From the article:
NEW ENGLAND BOUND
That Bowen places such importance on family isn’t hard to believe when you consider her childhood: loving parents, two close sisters, safe neighborhood. She grew up just outside of Baltimore, where her parents still live, hamming it up with her sisters in backyard productions. At 14, she followed her older sister, Molly, to St. George’s School, an idyllic boarding school campus set among the Gilded Age mansions that dot the landscape of Newport, Rhode Island.
“Talk about fantasyland,” says Bowen. “I had someone ask me if I went to Hogwarts. It basically is Hogwarts. It’s so beautiful.”
Bowen sees the seaside towns in South Rhode Island as a picture of quaint New England life. “I really loved the tiny towns like Little Compton and Narragansett, and the feeling that, once upon a time, all those places truly relied on the ocean for food, commerce, everything,” she says. “There is a lot of New England that is tough and weather beaten, but it’s functional, and—to me—that makes it more beautiful.”
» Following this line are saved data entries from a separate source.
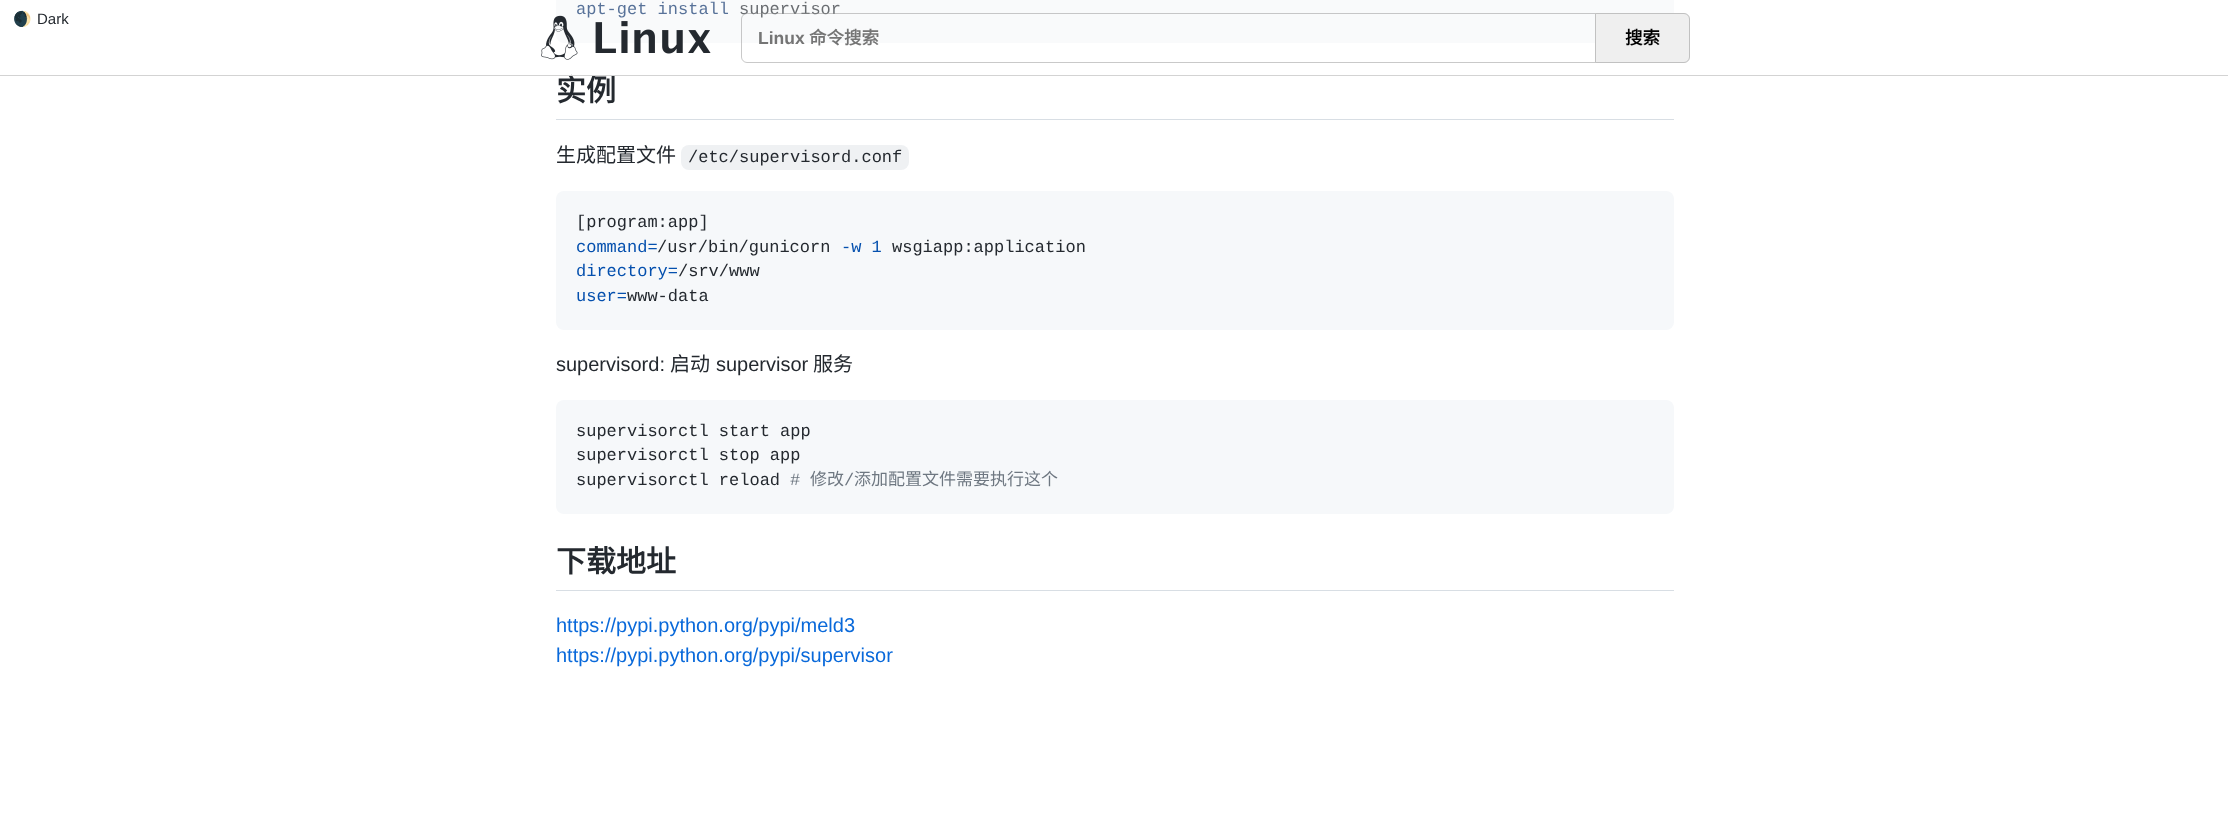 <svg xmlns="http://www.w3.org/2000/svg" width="2228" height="813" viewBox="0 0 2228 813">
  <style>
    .t1 { font: 15px Noto Color Emoji; fill: #24292f; }
    .t2 { font: 15px Liberation Sans; fill: #24292f; }
    .t3 { font: 17px Liberation Mono; fill: #0a3069; }
    .t4 { font: 17px Liberation Mono; fill: #24292f; }
    .t5 { font: bold 30px Noto Sans CJK SC; fill: #24292f; }
    .t6 { font: 20px Noto Sans CJK SC; fill: #24292f; }
    .t7 { font: 17px Liberation Mono; fill: #0550ae; }
    .t8 { font: 20px Liberation Sans; fill: #24292f; }
    .t9 { font: 17px Liberation Mono; fill: #6e7781; }
    .t10 { font: 17px Noto Sans CJK SC; fill: #6e7781; }
    .t11 { font: 20px Liberation Sans; fill: #0969da; }
    .t12 { font: bold 17.5px Liberation Sans; fill: #757575; }
    .t13 { font: bold 17.5px Noto Sans CJK SC; fill: #757575; }
    .t14 { font: bold 17.5px Noto Sans CJK SC; fill: #000; }
  </style>
  <rect width="100%" height="100%" fill="#fff"/>
  <text x="13" y="24" class="t1">🌒</text>
  <text x="37" y="24" class="t2">Dark</text>
  <rect x="556" y="-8" width="1118" height="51" rx="8" fill="#f6f8fa"/>
  <text x="576" y="14" class="t3">apt-get install</text>
  <text x="739" y="14" class="t4">supervisor</text>
  <rect x="556" y="119" width="1118" height="1" fill="#d8dee4"/>
  <text x="556" y="101" class="t5">实例</text>
  <text x="556" y="162" class="t6">生成配置文件</text>
  <rect x="681" y="145" width="228" height="25" rx="8" fill="#eff1f3"/>
  <text x="688" y="162" class="t4">/etc/supervisord.conf</text>
  <rect x="556" y="191" width="1118" height="139" rx="8" fill="#f6f8fa"/>
  <text x="576" y="227" class="t4">[program:app]</text>
  <text x="576" y="252" class="t7">command=</text>
  <text x="657" y="252" class="t4">/usr/bin/gunicorn</text>
  <text x="841" y="252" class="t7">-w 1</text>
  <text x="892" y="252" class="t4">wsgiapp:application</text>
  <text x="576" y="276" class="t7">directory=</text>
  <text x="678" y="276" class="t4">/srv/www</text>
  <text x="576" y="301" class="t7">user=</text>
  <text x="627" y="301" class="t4">www-data</text>
  <text x="556" y="371" class="t8">supervisord:</text>
  <text x="670" y="371" class="t6">启动</text>
  <text x="716" y="371" class="t8">supervisor</text>
  <text x="813" y="371" class="t6">服务</text>
  <rect x="556" y="400" width="1118" height="114" rx="8" fill="#f6f8fa"/>
  <text x="576" y="436" class="t4">supervisorctl start app</text>
  <text x="576" y="460" class="t4">supervisorctl stop app</text>
  <text x="576" y="485" class="t4">supervisorctl reload</text>
  <text x="790" y="485" class="t9">#</text>
  <text x="810" y="485" class="t10">修改</text>
  <text x="844" y="485" class="t9">/</text>
  <text x="854" y="485" class="t10">添加配置文件需要执行这个</text>
  <rect x="556" y="590" width="1118" height="1" fill="#d8dee4"/>
  <text x="556" y="572" class="t5">下载地址</text>
  <text x="556" y="632" class="t11">https://pypi.python.org/pypi/meld3</text>
  <text x="556" y="662" class="t11">https://pypi.python.org/pypi/supervisor</text>
  <rect x="556" y="0" width="1118" height="43" fill="#ffffff52"/>
  <rect x="0" y="75" width="2228" height="1" fill="#d3d3d3"/>
  <image x="541" y="15" width="170" height="45" href="images/1.png"/>
  <path d="M747 13.5H1595.5V62.5H747C744 62.5 741.5 60 741.5 57V19C741.5 16 744 13.5 747 13.5Z" fill="none" stroke="#8f8f8f7a"/>
  <text x="758" y="44" class="t12">Linux</text>
  <text x="809" y="44" class="t13">命令搜索</text>
  <path d="M1595 13H1684C1687.5 13 1690 15.5 1690 19V57C1690 60.5 1687.5 63 1684 63H1595Z" fill="#efefef"/>
  <path d="M1595.5 13.5H1684C1687 13.5 1689.5 16 1689.5 19V57C1689.5 60 1687 62.5 1684 62.5H1595.5Z" fill="none" stroke="#8f8f8f7a"/>
  <text x="1625" y="44" class="t14">搜索</text>
</svg>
Though she didn’t explore it as often as the towns surrounding St. George’s, she and her friends made special trips into Boston. “My first trip to Boston was Oktoberfest and it was so much fun. I’m sure that’s because someone gave me beer,” she says. “I really wasn’t a degenerate, I promise.” Her other visits, which included traditional tourist activities like Head of the Charles, were more Roman Holiday than Ferris Bueller’s Day Off.